Last night around 20 of us turned up at Meow, armed with books of Rich's poetry, and read to each other some of our favourites. Some people talked about her life, and what she and her work had meant to them. I had only recently discovered her 'Twenty-one Love Poems' and was struck by them. I chose to read III, which had stood out for me. I'm a sucker for a good love poem, by which I mean a genuine love poem. I also kind of wanted to read XIII, but was a bit shy to read two. Actually, I had kind of wanted to read 'Diving into the Wreck', but it's very long and I wasn't brave enough. But I was really pleased when Harvey Molloy did, because I wanted to hear it.

In the second part of the evening we read a long poem together. It was a later poem I think, and not one I'd come across before. A quick Google search of the lines I remember suggests that it was 'An Atlas of the Difficult World'. Everyone who wanted to participate read a section before passing the book on to the next person. It was a really lovely and collaborative thing to do. And the poem had a killer ending.
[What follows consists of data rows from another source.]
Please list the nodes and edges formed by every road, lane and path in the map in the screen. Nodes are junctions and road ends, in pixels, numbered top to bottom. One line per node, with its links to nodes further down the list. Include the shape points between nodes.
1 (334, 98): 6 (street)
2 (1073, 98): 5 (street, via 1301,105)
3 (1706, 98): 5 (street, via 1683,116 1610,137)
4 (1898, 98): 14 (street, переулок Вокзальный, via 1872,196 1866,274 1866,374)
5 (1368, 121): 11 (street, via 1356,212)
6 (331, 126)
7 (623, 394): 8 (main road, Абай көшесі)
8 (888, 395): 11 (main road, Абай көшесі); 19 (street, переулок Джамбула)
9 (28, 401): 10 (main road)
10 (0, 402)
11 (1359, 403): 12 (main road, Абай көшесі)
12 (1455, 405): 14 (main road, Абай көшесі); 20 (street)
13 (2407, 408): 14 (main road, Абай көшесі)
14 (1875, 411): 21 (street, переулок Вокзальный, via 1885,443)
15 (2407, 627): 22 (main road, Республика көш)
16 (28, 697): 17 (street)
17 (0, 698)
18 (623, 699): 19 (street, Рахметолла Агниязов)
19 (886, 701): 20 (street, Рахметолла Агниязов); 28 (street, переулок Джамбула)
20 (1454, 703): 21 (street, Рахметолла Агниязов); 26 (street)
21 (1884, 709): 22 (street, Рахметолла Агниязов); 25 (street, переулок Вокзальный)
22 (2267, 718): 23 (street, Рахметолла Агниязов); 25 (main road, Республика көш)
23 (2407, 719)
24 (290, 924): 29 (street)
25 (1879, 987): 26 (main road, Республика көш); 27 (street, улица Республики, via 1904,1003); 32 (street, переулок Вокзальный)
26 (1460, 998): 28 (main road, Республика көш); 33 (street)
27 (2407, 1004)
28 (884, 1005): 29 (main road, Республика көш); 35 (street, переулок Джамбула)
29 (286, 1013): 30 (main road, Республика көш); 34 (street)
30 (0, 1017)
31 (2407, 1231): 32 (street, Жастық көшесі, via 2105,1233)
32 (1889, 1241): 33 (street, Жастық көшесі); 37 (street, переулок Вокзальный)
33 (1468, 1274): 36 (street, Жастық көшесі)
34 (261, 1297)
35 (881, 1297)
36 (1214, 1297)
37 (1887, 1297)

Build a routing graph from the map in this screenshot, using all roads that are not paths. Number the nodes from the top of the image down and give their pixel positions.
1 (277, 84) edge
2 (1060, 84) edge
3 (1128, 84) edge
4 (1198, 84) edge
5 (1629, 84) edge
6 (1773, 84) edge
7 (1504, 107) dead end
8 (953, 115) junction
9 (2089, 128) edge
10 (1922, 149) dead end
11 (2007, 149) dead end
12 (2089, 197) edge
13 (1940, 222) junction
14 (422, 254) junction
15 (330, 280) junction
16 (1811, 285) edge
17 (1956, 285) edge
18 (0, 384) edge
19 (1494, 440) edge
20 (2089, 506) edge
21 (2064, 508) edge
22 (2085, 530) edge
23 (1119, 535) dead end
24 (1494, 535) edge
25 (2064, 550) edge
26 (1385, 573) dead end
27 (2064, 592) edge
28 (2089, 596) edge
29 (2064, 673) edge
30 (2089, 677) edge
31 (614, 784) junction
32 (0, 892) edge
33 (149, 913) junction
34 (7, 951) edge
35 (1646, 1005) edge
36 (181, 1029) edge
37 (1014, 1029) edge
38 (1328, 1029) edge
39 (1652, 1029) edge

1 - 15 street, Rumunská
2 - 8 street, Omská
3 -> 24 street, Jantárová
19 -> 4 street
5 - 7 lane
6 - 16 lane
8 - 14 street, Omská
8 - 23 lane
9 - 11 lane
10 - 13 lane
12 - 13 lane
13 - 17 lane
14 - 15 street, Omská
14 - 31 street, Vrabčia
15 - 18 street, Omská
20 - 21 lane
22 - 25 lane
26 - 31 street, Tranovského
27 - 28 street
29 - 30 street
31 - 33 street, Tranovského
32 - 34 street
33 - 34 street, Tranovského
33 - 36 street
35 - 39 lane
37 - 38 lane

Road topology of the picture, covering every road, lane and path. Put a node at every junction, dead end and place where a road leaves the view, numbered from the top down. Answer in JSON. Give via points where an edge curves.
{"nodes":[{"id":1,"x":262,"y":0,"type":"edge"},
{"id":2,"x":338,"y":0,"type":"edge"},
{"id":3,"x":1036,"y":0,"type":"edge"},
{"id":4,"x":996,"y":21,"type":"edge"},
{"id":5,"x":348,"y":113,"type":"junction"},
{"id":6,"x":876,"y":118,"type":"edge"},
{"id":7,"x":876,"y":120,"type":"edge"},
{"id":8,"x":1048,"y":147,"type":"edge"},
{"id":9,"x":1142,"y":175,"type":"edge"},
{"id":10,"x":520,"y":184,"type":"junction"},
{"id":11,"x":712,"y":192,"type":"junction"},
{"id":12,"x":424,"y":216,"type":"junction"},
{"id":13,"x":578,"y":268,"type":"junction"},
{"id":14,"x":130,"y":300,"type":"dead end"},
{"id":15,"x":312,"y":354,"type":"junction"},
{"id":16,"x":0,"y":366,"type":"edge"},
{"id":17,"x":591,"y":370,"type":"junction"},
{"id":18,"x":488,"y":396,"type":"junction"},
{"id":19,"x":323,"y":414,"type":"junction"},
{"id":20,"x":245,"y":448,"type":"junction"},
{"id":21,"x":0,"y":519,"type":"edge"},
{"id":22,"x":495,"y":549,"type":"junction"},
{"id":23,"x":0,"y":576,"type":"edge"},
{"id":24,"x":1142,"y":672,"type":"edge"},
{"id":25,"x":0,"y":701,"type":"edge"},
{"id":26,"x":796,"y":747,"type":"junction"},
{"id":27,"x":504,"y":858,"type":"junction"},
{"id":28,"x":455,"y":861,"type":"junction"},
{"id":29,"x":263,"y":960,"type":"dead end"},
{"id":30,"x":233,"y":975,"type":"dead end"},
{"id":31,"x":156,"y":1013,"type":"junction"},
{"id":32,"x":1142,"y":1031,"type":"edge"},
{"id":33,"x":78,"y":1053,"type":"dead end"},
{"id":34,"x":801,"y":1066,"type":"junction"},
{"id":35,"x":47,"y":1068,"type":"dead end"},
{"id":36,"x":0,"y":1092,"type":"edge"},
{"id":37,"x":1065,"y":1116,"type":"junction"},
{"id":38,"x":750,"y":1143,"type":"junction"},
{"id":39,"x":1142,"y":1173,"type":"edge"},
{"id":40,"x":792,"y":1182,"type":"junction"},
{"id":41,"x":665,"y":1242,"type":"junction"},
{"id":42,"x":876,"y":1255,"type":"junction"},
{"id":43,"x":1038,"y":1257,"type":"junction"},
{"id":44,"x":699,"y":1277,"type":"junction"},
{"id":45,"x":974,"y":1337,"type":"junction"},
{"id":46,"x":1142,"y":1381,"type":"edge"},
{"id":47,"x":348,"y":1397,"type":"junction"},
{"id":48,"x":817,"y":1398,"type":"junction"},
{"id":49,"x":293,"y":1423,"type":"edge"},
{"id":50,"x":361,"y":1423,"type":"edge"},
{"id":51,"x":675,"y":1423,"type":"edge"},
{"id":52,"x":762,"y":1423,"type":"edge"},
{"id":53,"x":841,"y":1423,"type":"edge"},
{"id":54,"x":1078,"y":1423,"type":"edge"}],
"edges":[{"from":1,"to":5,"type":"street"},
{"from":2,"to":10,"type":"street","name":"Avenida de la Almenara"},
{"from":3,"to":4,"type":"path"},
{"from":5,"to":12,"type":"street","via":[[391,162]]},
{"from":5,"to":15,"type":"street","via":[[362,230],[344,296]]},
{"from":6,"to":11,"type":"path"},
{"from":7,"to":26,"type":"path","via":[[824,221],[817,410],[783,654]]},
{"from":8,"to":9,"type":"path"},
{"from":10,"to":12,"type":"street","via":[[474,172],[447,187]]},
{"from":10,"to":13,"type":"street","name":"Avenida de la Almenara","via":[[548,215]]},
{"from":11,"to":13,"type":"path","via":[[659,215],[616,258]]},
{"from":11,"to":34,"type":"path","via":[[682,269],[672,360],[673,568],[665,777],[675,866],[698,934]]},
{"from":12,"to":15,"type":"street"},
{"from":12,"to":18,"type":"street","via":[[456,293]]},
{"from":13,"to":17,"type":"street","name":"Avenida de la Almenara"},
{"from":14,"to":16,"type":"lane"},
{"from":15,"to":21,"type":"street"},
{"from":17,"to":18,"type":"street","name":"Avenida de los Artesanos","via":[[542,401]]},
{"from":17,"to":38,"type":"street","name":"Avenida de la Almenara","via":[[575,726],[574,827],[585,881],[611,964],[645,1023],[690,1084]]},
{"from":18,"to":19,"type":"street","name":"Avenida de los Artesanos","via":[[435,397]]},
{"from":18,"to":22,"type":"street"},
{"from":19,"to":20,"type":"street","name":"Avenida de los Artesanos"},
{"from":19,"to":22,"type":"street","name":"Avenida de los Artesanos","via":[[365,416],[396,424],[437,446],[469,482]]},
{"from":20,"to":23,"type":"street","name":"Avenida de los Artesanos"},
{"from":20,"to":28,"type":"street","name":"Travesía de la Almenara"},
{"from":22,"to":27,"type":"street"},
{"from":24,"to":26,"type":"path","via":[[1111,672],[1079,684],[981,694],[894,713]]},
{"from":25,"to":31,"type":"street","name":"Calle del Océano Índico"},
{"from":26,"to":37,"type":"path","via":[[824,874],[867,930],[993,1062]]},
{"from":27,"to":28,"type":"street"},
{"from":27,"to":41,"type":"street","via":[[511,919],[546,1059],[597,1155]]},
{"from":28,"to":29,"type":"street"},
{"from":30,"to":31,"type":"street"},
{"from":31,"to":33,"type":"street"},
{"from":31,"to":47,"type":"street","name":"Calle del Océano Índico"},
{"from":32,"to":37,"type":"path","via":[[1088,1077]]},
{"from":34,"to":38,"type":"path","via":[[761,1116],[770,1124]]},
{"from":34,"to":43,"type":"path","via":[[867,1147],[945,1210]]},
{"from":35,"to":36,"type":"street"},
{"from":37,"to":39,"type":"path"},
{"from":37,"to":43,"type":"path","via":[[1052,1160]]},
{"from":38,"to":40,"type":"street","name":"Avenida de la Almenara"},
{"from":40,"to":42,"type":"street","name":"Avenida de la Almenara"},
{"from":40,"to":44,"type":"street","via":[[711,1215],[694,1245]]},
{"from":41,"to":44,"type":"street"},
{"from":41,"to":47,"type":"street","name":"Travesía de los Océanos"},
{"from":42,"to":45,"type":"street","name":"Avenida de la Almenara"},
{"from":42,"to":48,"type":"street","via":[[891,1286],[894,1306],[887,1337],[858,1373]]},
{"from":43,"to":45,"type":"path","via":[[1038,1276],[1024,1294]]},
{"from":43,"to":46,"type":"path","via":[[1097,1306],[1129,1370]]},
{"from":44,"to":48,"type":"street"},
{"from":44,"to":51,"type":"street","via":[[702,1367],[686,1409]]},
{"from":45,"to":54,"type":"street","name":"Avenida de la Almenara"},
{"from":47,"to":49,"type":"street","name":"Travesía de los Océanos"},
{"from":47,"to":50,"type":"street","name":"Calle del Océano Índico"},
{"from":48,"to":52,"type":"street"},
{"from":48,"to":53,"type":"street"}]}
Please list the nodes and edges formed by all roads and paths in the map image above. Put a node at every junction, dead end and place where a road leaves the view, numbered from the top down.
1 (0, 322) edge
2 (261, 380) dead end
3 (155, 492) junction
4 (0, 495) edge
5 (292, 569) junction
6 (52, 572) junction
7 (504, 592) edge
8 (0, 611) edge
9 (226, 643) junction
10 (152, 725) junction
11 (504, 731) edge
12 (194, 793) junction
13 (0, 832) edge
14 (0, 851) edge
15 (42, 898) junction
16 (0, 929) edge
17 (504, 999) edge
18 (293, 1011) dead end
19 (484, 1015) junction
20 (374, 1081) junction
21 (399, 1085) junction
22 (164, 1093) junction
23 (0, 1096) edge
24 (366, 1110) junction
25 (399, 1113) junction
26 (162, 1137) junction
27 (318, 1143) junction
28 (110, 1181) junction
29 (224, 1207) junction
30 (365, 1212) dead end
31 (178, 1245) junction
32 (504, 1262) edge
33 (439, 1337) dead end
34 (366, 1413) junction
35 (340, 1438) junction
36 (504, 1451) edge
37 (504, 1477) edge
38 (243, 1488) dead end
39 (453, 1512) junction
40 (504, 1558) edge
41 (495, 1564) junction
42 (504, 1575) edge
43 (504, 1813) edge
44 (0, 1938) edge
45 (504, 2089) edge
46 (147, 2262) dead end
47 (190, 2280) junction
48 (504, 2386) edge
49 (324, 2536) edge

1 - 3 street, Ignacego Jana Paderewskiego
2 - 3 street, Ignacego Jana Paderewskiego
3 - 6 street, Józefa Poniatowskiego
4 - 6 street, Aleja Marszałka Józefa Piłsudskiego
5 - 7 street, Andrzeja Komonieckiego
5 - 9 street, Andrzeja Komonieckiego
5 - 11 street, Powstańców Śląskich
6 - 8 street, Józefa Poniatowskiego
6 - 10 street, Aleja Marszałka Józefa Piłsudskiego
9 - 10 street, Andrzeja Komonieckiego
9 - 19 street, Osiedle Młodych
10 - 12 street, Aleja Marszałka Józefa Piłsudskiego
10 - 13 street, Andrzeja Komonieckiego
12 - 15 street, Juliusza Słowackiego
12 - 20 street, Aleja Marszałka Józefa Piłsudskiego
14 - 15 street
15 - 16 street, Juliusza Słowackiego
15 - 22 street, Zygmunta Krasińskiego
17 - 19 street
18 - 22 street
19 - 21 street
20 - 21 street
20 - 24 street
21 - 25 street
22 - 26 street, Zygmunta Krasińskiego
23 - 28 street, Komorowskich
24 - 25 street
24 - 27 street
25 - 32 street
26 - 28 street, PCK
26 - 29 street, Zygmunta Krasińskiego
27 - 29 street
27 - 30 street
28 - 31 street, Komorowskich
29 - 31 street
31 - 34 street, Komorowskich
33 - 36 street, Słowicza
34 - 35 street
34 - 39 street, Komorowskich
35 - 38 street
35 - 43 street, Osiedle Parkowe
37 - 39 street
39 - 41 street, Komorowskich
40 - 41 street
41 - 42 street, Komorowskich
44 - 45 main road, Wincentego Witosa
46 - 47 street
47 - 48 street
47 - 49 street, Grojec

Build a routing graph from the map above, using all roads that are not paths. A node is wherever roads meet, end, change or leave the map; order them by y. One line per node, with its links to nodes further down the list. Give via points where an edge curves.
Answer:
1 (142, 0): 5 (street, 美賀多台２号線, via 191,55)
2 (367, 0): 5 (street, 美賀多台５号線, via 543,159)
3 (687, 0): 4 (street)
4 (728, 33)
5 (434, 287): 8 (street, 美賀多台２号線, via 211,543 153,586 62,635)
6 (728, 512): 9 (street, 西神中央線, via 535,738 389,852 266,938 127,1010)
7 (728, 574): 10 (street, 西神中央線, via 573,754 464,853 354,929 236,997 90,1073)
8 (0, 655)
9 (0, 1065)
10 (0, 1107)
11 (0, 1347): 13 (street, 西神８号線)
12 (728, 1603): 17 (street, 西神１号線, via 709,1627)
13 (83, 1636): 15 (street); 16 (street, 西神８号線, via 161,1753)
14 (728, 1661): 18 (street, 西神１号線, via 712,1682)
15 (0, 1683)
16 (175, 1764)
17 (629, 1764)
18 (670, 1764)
After she died, I had realised that, while I've read her poems (though mostly some years ago) and a collection of her essays, I was actually not as familiar with her work as I thought I was. Hearing other people's favourites made me want to read more of her work. So I will.

The other thing it made quite a few of us want to do, was something similar. Perhaps celebrate the work of another poet, possibly someone who is still alive. Though I have to say I have been having fantasies of a collaborative reading of 'The Waste Land' (ha, I started typing 'The Waster Land'), because that's probably the poem more than any other that I love to hear out loud (except perhaps 'The Love Song of J. Alfred Prufrock').

Thanks so much to the organisers, Maria McMillan and Cathy Blakely, for coming up with the idea, bringing it to fruition, and bringing us together.

03 April 2012

Tuesday poem: Our bit of a long poem on the beach, and Adrienne Rich

  
diving into the white berries,           pushing up


This is only a fragment of a poem. It is the fragment that myself, Emma Barnes and Ya-Wen Ho came up wth to fill our assigned 100 metres of beach. I think there were 10 groups, which means our collective poem was a kilometre long. Long is appropriate - we were at Oneroa, which means long beach, and we had all been at a symposium on 'the long poem' organised by the New Zealand Electronic Poetry Centre.

That isn't very much text for such a long stretch of sand, but our letters were very big. And very attractive. They were expertly crafted by Emma, Ya-Wen and our rake. I made things with shells and stuff.

There was more we wanted to say. We wanted to reference Adrienne Rich, who had died the day before. 'Diving into the wreck' is the poem of hers I know the best. And being by the sea, it seemed appropriate. We also wanted to reference a phrase from Bernadette Hall: 'I weep white berries'. It's the from the first of her 'Tomahawk Sonnets', which she had read the day before. Both Emma and I had been struck by that line. I just did a google search, and see that it's (most likely) a reference to Freya, who cried white berries which brought Balder back to life in Norse mythology. For us, it was salt water, sea water, white bubbles of sea water as air leaves your lungs under water.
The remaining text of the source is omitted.